Warga kampung pun bermusyawarah untuk mengatasi hal yang menakutkan itu. Beruntung kemudian tampil salah seorang dari penduduk kampung yang tampaknya bukan orang sembarangan dan amat berani. Ia telah mendapatkan gagasan untuk mengatasi hal itu dan penduduk kampung setuju dengan gagasan itu.

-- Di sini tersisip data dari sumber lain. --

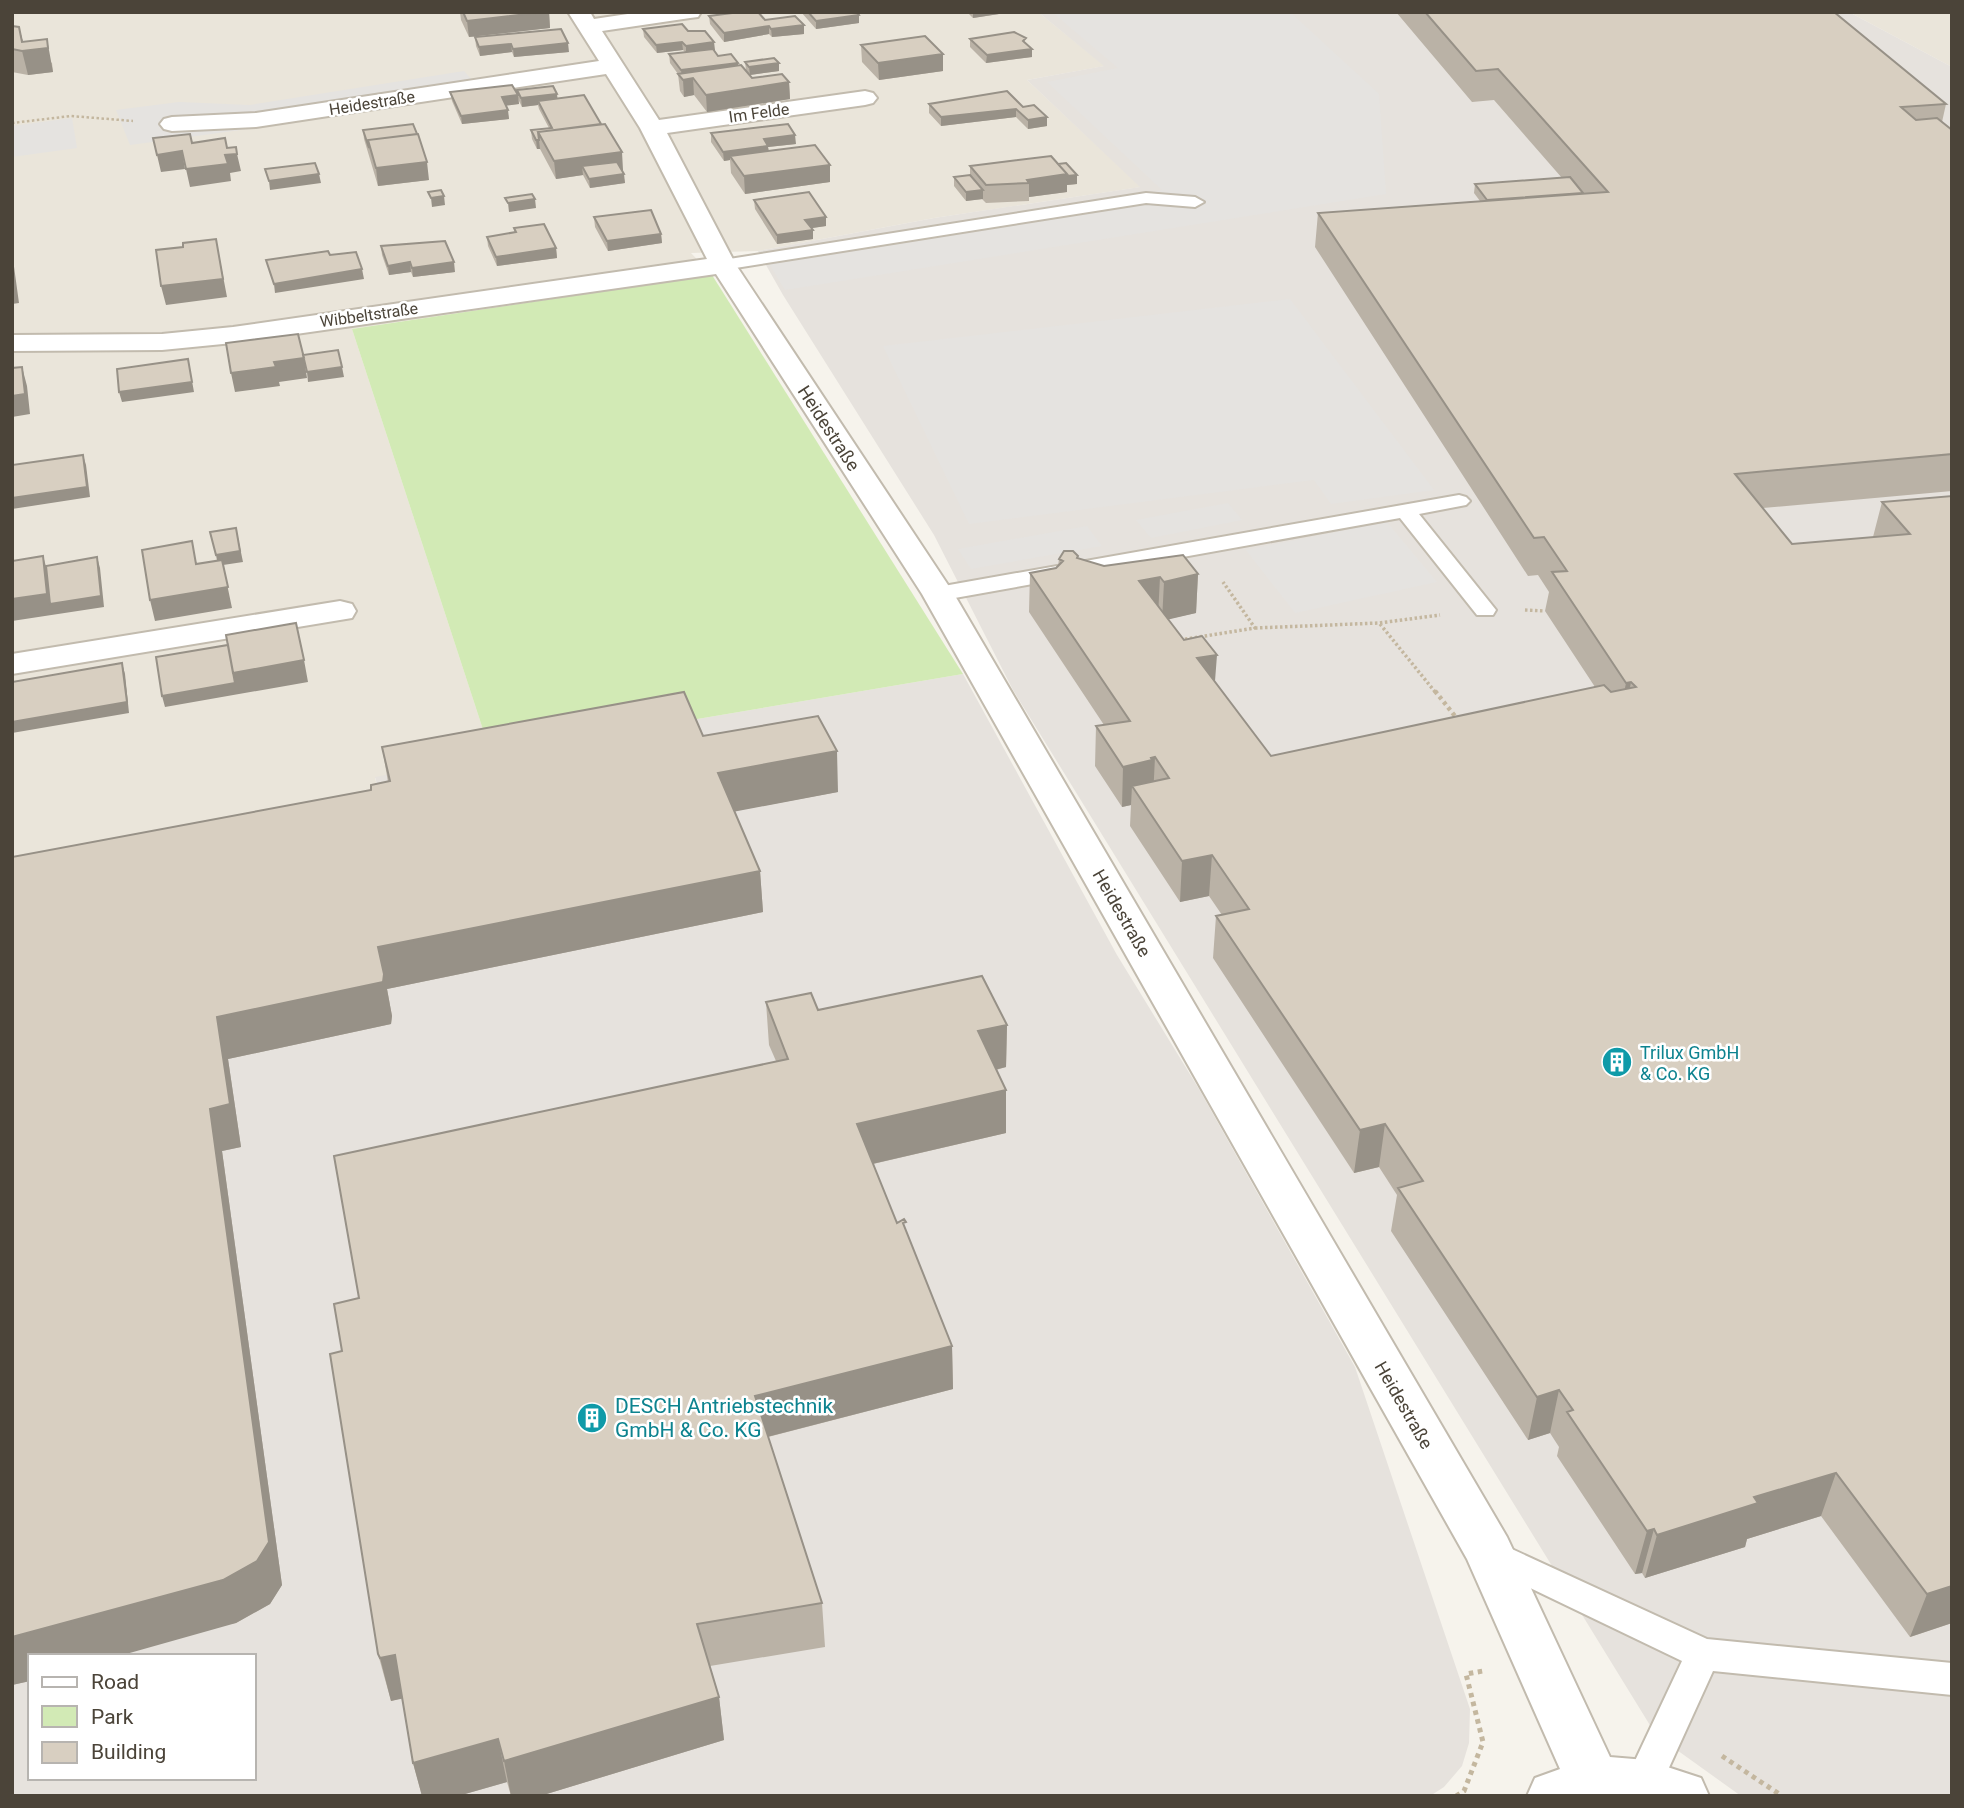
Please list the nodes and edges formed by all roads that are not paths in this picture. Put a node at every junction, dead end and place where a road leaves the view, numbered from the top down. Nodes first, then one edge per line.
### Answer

Sesuai dengan rencana, satu bulan kemudian orang bijaksana itu mengajak dua orang temannya yang pemberani untuk bermalam di gubuk dekat itu pada saat bulan purnama untuk membuktikan cerita kedua teman Rontak. Benar apa yang diduga oleh orang bijaksana itu, tak lama setelah menunggu, tiba-tiba datang tiga orang gadis cantik mendatangi mereka seperti halnya kejadian yang diceriterakan teman-teman Rontak pada bulan lalu. Mereka bertiga pun sesuai dengan rencana yang telah disepakati, diam-diam minta izin untuk pergi ke sungai, sementara ketiga gadis itu beristirahat di dalam gubuk/ntirong.
Namun sebenarnya, ketiga laki-laki itu hanya berpura-pura saja pergi ke sungai. Diam-diam mereka kembali dan kemudian menyiramkan bensin ke sekeliling gubuk sampai ke kolong gubuk pula. Ketiga gadis jadi-jadian yang berada di dalam gubuk beranjak ke luar ketika mencium bau bensin. Akan tetapi, mereka tidak sampai ke luar karena pada saat itu juga bensin langsung dibakar oleh ketiga laki-laki pemberani itu.
Api menyala dengan cepat membakar gubuk itu. Dari dalam gubuk terdengar bunyi gaduh dan teriakan ketiga gadis misterius itu. Namun tidak lama kemudian teriakan itu berubah menjadi bunyi mencicit yang kian lama kian melemah. Akhirnya, bunyi cicitan itu lenyap sama sekali bersamaan dengan habisnya gubuk dilahap api.
Pada keesokan harinya, mereka menemukan bangkai kelelawar yang telah menjadi abu. Sejak kejadian itu, gua itu dinamakan oleh penduduk Gua Mengurang atau Liang Mengurang. Artinya, Gua Menjadi atau Gua Jadi-jadian. Hingga saat ini gua itu dianggap angker oleh penduduk setempat dan di sana banyak sekali terdapat kelelawar.